Mr Nolan's comments come as abattoirs across NSW face tighter scrutiny of their operations following last week's expose of a slaughterhouse in Sydney's outer west mistreating animals on the killing floor.

Animal rights groups are calling for the mandatory installation of closed circuit television cameras to ensure animal welfare standards are maintained.

Other abattoir owners contacted by Fairfax Agricultural Media have moved to distance themselves from the controversy.

The shocking footage of animal cruelty was released on ABC TV last Thursday, reviving painful memories of last year when graphic scenes inside Indonesian abattoirs led to the shut-down of the live cattle trade for a month.

The footage, aired on ABC's Lateline program, showed a worker bashing one pig several times over the head with a metal bar.

Another pig was hit 13 times because it had not been stunned properly. In other horrific scenes, shot by workers in a covert operation with animal liberationists Animals Australia, sheep were seen to be skinned alive and left to bleed out while hanging on hooks.

The abattoir at the centre of the claims has since been shut down and the NSW Government has announced a wider investigation into all all processing facilities across the State.

NSW Primary Industries Minister Katrina Hodgkinson said the footage should act as a wake-up call for all abattoir operators.

"I've seen this footage, and it may well be a one-off, but we're certainly going to review the operations in all abattoirs as a result of it," she told ABC Radio.

"I want to make sure that all operations right across NSW are being conducted in a manner which follows animal welfare guidelines."

Several processors contacted declined to make any comment on the Government probe. Unreturned calls have also been placed with the Australian Meat Processors Council for comment.

One prominent NSW processor, who asked not to be identified, said they welcomed the Government investigation in the interests of transparency and regaining community trust.

"If that's what it takes then bring it on - we have nothing to hide," the source said.

The Australian Meatworkers Union's Lee Norris said animal cruelty was "totally unacceptable" and he hoped that the full force of the law would be brought to bear on those responsible at Hawkesbury Valley Meat Processors at Wilberforce, in Sydney's west.

"As far as I'm concerned this cowboy joint should be well and truly trounced," he said.

"We've never, ever heard of cruelty happening on this scale, even among the smallest of backyard operators.
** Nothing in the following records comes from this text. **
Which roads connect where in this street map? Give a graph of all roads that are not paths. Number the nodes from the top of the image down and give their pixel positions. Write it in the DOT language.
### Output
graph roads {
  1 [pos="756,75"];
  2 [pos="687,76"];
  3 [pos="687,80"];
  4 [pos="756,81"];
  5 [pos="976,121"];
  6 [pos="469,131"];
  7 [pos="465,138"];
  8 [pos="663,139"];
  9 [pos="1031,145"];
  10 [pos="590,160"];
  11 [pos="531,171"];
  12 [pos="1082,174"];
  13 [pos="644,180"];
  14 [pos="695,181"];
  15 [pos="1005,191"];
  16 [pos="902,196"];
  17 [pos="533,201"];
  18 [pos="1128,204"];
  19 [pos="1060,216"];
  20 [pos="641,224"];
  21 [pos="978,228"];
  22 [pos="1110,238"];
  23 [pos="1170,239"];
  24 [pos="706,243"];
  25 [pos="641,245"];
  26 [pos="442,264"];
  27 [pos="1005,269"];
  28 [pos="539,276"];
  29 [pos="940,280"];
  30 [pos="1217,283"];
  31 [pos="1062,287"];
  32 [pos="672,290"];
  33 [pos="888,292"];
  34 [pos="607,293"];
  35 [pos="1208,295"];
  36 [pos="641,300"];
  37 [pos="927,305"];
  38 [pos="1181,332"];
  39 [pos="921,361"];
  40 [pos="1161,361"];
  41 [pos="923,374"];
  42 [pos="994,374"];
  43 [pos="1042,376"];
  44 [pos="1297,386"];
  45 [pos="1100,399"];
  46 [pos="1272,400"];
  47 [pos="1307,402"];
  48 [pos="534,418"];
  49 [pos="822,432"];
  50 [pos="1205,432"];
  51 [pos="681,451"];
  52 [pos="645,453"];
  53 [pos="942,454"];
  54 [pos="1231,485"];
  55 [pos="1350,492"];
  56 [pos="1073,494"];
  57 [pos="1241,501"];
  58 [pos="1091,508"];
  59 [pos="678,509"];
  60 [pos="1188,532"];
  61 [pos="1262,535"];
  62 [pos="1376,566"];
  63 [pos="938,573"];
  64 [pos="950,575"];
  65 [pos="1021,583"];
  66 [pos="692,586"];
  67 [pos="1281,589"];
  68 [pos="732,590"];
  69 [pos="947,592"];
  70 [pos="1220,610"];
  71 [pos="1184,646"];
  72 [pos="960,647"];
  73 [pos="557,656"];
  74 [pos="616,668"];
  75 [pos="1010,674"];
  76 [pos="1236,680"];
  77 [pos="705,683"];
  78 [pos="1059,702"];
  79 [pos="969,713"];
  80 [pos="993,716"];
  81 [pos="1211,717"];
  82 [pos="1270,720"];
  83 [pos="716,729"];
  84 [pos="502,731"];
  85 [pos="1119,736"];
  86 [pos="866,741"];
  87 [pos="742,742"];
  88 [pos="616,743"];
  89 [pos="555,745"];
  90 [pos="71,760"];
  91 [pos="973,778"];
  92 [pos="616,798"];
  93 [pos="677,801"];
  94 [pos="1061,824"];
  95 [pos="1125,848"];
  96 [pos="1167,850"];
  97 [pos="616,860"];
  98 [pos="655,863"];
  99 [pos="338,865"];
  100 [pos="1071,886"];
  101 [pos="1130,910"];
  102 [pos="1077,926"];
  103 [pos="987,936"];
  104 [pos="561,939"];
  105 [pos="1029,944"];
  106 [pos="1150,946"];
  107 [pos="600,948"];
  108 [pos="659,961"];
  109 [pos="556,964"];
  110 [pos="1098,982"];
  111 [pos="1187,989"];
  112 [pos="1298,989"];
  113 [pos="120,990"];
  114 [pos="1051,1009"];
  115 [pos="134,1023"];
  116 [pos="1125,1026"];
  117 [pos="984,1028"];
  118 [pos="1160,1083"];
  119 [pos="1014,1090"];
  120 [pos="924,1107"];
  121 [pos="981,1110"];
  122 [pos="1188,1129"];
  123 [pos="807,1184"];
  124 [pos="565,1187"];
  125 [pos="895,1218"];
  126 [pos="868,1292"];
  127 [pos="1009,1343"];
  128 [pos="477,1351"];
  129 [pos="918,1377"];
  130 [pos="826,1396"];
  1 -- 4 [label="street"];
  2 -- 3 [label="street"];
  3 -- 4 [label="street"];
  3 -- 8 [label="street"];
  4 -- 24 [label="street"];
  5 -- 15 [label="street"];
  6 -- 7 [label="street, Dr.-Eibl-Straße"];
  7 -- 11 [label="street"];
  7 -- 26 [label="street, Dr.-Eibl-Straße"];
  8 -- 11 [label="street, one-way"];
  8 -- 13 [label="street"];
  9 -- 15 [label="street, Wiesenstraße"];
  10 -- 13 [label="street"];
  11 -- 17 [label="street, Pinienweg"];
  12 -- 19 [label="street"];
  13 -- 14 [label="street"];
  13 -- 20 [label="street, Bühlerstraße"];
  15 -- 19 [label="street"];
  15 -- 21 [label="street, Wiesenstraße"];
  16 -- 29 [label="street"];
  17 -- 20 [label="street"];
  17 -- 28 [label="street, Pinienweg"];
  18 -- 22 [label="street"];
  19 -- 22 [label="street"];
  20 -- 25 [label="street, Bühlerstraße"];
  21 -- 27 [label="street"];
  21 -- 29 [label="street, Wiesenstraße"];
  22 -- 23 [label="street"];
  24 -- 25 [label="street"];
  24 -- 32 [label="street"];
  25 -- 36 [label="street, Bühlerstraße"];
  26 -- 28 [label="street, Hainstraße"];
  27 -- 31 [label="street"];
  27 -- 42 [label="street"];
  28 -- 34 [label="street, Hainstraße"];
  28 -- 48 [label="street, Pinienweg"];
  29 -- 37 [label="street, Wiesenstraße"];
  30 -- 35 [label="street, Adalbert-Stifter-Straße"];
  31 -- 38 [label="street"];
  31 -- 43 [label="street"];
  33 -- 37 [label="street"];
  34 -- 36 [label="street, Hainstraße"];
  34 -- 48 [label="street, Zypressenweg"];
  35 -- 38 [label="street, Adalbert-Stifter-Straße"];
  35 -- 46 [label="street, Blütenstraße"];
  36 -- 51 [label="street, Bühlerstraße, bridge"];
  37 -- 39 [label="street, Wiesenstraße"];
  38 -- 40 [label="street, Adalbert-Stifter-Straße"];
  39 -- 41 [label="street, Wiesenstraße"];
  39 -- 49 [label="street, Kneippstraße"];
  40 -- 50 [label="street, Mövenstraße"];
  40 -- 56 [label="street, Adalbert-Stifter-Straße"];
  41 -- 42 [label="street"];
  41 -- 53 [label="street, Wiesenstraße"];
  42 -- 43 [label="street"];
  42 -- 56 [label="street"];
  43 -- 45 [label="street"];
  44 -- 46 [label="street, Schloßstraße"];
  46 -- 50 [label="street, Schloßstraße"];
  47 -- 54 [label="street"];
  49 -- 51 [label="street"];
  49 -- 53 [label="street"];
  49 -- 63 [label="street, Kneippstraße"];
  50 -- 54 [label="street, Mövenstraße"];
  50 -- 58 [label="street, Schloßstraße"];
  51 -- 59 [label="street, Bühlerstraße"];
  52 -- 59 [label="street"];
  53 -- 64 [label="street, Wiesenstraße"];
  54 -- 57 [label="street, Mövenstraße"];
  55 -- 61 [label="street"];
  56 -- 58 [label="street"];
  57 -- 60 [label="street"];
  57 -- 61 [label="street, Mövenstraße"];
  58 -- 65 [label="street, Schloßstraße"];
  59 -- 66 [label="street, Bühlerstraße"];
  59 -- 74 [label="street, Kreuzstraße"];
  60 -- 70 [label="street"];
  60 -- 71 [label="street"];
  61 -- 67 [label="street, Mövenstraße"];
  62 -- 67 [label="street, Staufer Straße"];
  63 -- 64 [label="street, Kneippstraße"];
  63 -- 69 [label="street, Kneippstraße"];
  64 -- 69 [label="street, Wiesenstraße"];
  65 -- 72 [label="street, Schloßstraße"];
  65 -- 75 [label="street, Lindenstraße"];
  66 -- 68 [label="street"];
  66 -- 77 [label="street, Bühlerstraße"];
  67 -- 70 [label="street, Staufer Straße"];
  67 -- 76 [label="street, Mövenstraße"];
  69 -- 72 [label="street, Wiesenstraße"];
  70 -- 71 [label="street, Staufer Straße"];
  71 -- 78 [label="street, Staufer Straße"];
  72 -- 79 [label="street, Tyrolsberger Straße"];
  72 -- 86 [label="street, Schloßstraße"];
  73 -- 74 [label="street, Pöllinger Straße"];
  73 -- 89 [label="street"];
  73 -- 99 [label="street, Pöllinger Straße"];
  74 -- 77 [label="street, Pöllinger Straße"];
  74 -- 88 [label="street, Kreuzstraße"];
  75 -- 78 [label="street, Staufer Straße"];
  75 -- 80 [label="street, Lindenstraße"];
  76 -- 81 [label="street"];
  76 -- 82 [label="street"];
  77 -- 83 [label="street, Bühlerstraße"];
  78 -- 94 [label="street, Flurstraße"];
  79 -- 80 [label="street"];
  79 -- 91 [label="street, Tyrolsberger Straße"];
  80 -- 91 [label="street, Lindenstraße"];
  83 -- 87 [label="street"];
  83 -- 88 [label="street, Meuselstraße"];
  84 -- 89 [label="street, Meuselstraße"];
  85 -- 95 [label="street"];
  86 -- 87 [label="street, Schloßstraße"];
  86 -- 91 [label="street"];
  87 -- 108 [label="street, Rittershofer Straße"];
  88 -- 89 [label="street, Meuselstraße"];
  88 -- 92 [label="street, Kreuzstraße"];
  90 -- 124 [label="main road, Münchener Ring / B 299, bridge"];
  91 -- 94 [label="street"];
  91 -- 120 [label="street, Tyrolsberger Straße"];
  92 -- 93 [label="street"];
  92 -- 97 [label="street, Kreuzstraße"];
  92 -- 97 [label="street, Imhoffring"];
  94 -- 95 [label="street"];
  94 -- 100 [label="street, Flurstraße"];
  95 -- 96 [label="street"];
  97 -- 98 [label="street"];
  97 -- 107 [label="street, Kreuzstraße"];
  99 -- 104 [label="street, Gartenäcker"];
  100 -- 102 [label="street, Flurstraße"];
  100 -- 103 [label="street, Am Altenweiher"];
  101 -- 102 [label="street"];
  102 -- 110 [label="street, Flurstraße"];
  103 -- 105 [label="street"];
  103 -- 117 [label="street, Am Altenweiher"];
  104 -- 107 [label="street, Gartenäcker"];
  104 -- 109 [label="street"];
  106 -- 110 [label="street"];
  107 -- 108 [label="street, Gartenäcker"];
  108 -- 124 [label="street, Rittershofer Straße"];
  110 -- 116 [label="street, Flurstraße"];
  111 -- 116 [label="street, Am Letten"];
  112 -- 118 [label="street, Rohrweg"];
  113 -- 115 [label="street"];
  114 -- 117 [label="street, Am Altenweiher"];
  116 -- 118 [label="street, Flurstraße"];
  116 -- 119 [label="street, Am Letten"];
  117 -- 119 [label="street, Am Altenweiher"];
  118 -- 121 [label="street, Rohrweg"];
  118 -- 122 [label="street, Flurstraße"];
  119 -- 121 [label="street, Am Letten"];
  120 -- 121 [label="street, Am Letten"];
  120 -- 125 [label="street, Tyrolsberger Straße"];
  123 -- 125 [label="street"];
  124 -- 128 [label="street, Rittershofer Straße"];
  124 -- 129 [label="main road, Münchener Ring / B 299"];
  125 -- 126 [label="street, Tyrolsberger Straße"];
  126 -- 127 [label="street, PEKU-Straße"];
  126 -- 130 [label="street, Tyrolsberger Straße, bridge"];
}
This operator in Sydney has done themselves a huge disservice and also to the industry in general in terms of our reputation for quality, our humanity towards animals and commitment to food safety and hygiene."

Industry commentators have repeatedly stated that the Hawkesbury processor was in total breach of acceptable industry policies and procedures relating to the handling of animals.

Peter Day, executive director of compliance and enforcement at the NSW Food Authority, described the abattoir as a 'rogue operation'.

"It is not representative of the industry as a whole and is in no way compliant with what is expected of abattoirs out there in the community,'' he said.

The abattoir had been visited four times in 2011, Mr Day said, but no licence breaches or problems, as revealed last week on secret camera, had been detected.

Mr Day has defended the government's system of checks on the industry, as calls by animal rights groups intensify for increased monitoring at processing plants.

Mr Norris said he could see no problem with closed circuit television cameras installed in abattoirs as another measure to reassure the community of the industry's professionalism.

"There are many cameras already installed in abattoirs across the country and I see no reason why our members would object to this proposal," he said.